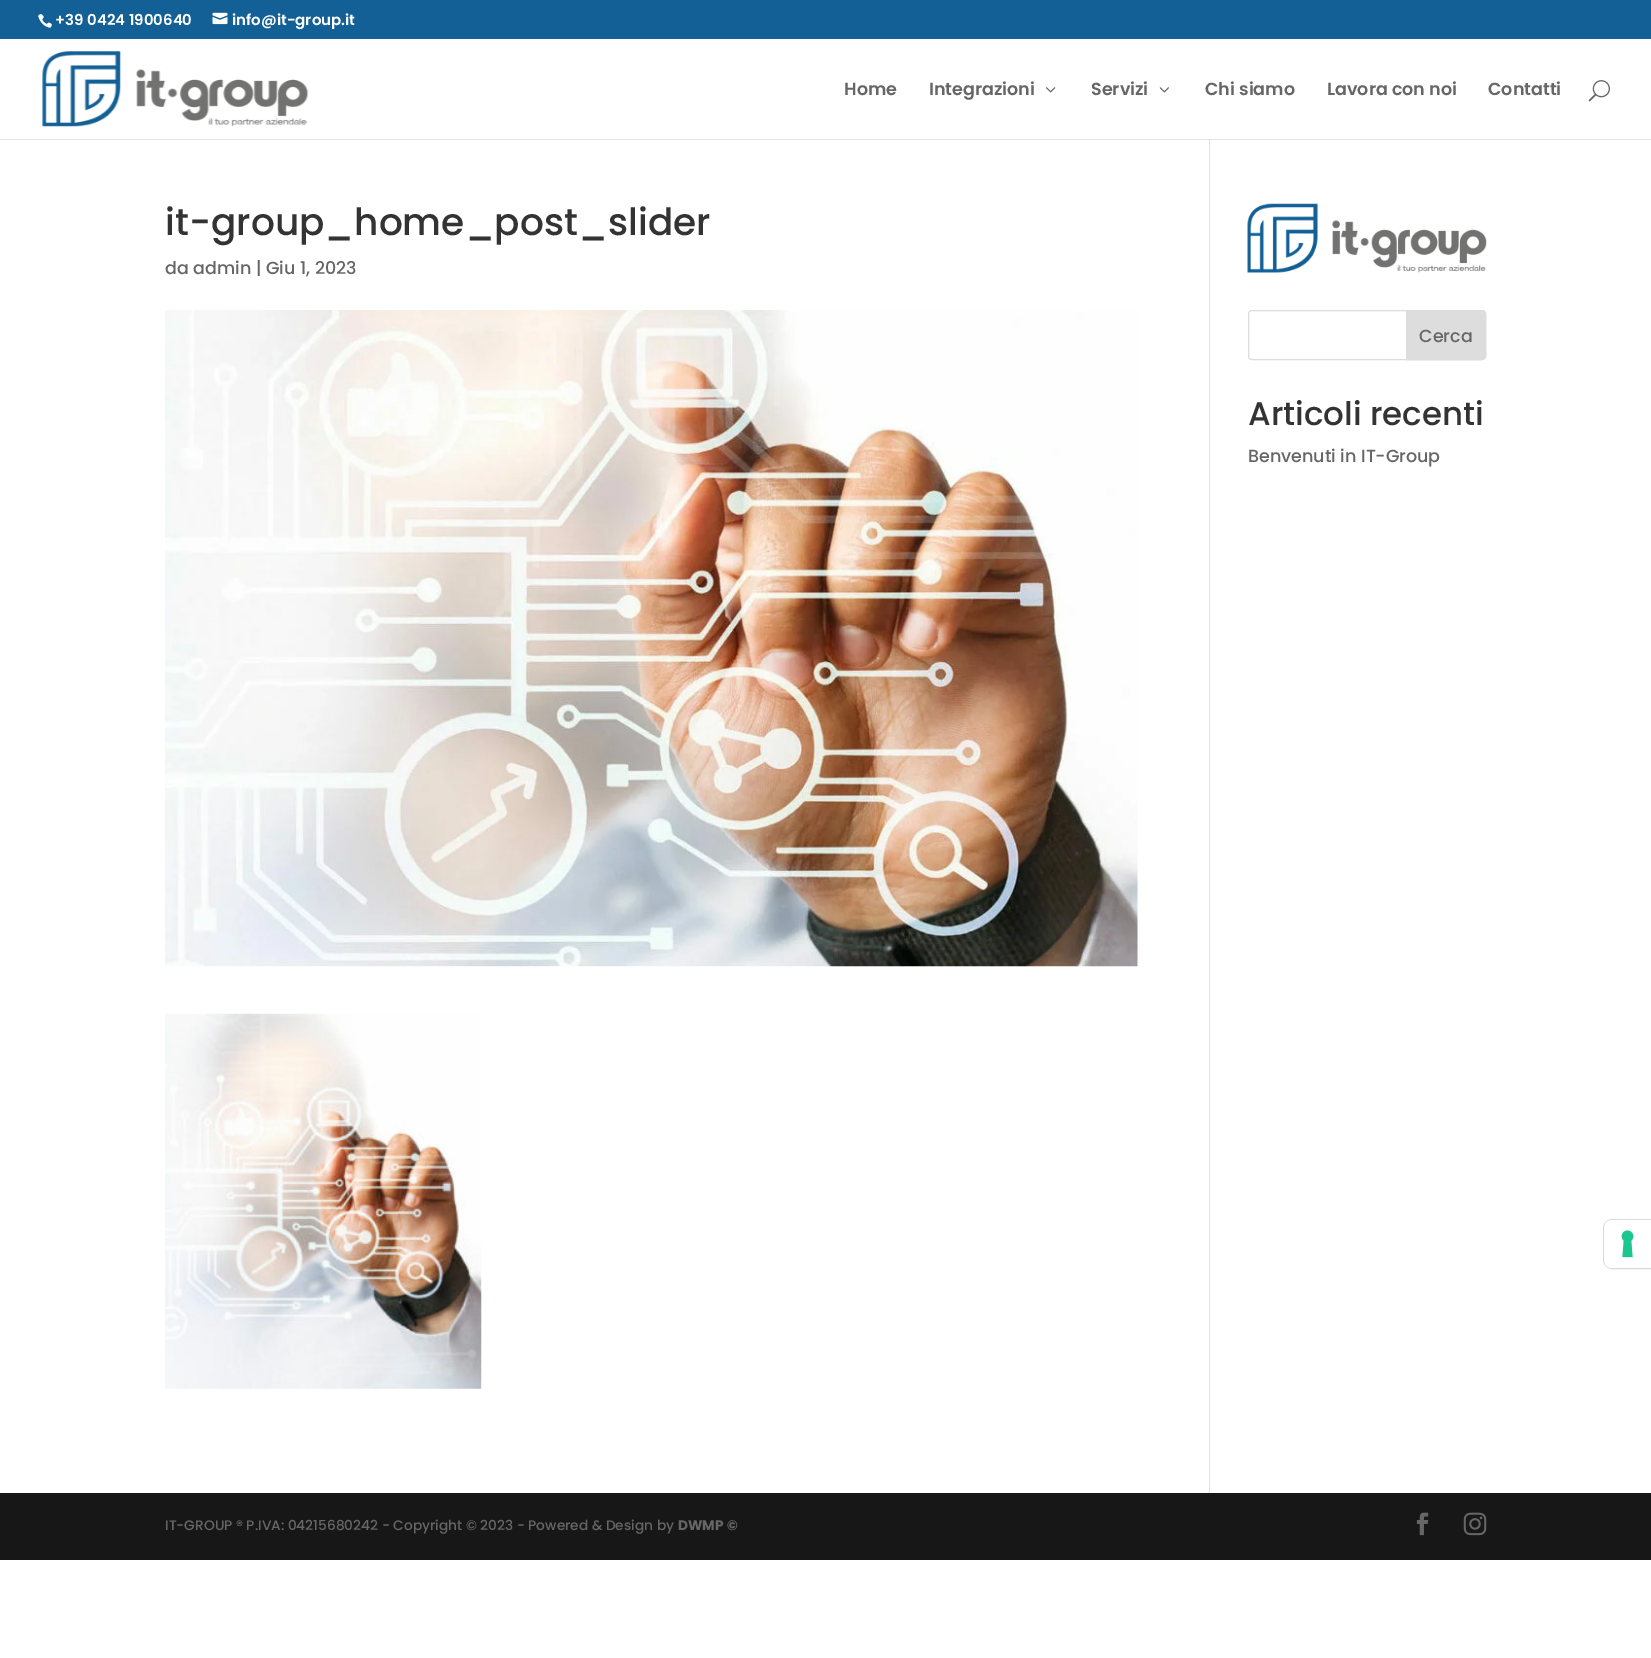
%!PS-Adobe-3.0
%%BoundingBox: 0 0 1651 1658
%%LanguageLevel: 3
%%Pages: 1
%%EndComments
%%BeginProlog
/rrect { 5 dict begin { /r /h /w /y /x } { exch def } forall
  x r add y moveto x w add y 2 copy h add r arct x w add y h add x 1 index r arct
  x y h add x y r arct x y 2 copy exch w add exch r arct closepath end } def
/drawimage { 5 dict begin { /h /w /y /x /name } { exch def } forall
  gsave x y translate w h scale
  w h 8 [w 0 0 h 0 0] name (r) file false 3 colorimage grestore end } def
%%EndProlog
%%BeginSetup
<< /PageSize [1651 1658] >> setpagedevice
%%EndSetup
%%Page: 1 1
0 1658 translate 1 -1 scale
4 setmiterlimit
1 setgray
0 0 1651 1658 rectfill
0.902 setgray
0 139 1651 1 rectfill
0.075 0.376 0.588 setrgbcolor
0 0 1651 39 rectfill
(images/1.raw) 38 14 14 14 drawimage
(images/2.raw) 212 12 16 13 drawimage
(images/3.raw) 42 51 267 76 drawimage
(images/4.raw) 1046 87 10 6 drawimage
(images/5.raw) 1159 87 10 6 drawimage
(images/6.raw) 1588 80 22 22 drawimage
0.886 setgray
1209 140 1 1353 rectfill
0.796 setgray
1209 139 1 1 rectfill
(images/7.raw) 165 310 973 657 drawimage
(images/8.raw) 165 1013 317 376 drawimage
(images/9.raw) 1247 203 240 70 drawimage
0.867 setgray
1248.5 310.5 237 49 3.5 rrect stroke
newpath 1406.5 310.5 moveto 1482 310.5 lineto 1484 310.5 1485.5 312 1485.5 314 curveto 1485.5 356 lineto 1485.5 358 1484 359.5 1482 359.5 curveto 1406.5 359.5 lineto closepath gsave fill grestore
stroke
0.09 setgray
0 1493 1651 67 rectfill
(images/10.raw) 1416 1512 13 24 drawimage
(images/11.raw) 1463 1512 24 24 drawimage
0.851 setgray
newpath 1612 1219.5 moveto 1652.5 1219.5 lineto 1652.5 1268.5 lineto 1612 1268.5 lineto 1607.5 1268.5 1603.5 1264.5 1603.5 1260 curveto 1603.5 1228 lineto 1603.5 1223.5 1607.5 1219.5 1612 1219.5 curveto closepath stroke
1 setgray
newpath 1612 1220 moveto 1651 1220 lineto 1651 1268 lineto 1612 1268 lineto 1607.5 1268 1604 1264.5 1604 1260 curveto 1604 1228 lineto 1604 1223.5 1607.5 1220 1612 1220 curveto closepath fill
(images/12.raw) 1621 1230 13 28 drawimage
/Poppins-SemiBold [15 0 0 -15 0 0] selectfont
55 25 moveto (+39 0424 1900640) show
232 25 moveto (info@it-group.it) show
/Poppins-SemiBold [17.5 0 0 -17.5 0 0] selectfont
0.4 setgray
844 95 moveto (Home) show
929 95 moveto (Integrazioni) show
1091 95 moveto (Servizi) show
1205 95 moveto (Chi siamo) show
1327 95 moveto (Lavora con noi) show
1488 95 moveto (Contatti) show
/Poppins-Medium [37.5 0 0 -37.5 0 0] selectfont
0.2 setgray
165 235 moveto (it-group_home_post_slider) show
/Poppins-Medium [17.5 0 0 -17.5 0 0] selectfont
0.4 setgray
165 274 moveto (da admin | Giu 1, 2023) show
1419 342 moveto (Cerca) show
/Poppins-Medium [32.5 0 0 -32.5 0 0] selectfont
0.2 setgray
1248 425 moveto (Articoli recenti) show
/Poppins-Medium [17.5 0 0 -17.5 0 0] selectfont
0.4 setgray
1248 462 moveto (Benvenuti in IT-Group) show
/Poppins-Medium [13.75 0 0 -13.75 0 0] selectfont
165 1530 moveto (IT-GROUP ® P.IVA: 04215680242 - Copyright © 2023 - Powered & Design by) show
/Poppins-Bold [13.75 0 0 -13.75 0 0] selectfont
678 1530 moveto (DWMP ©) show
showpage
%%EOF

#### WORK TO COMPLETE:
Note every line above where the string "name" shows up, and copy those lines.

#### ANSWER SECTION:
/drawimage { 5 dict begin { /h /w /y /x /name } { exch def } forall
  w h 8 [w 0 0 h 0 0] name (r) file false 3 colorimage grestore end } def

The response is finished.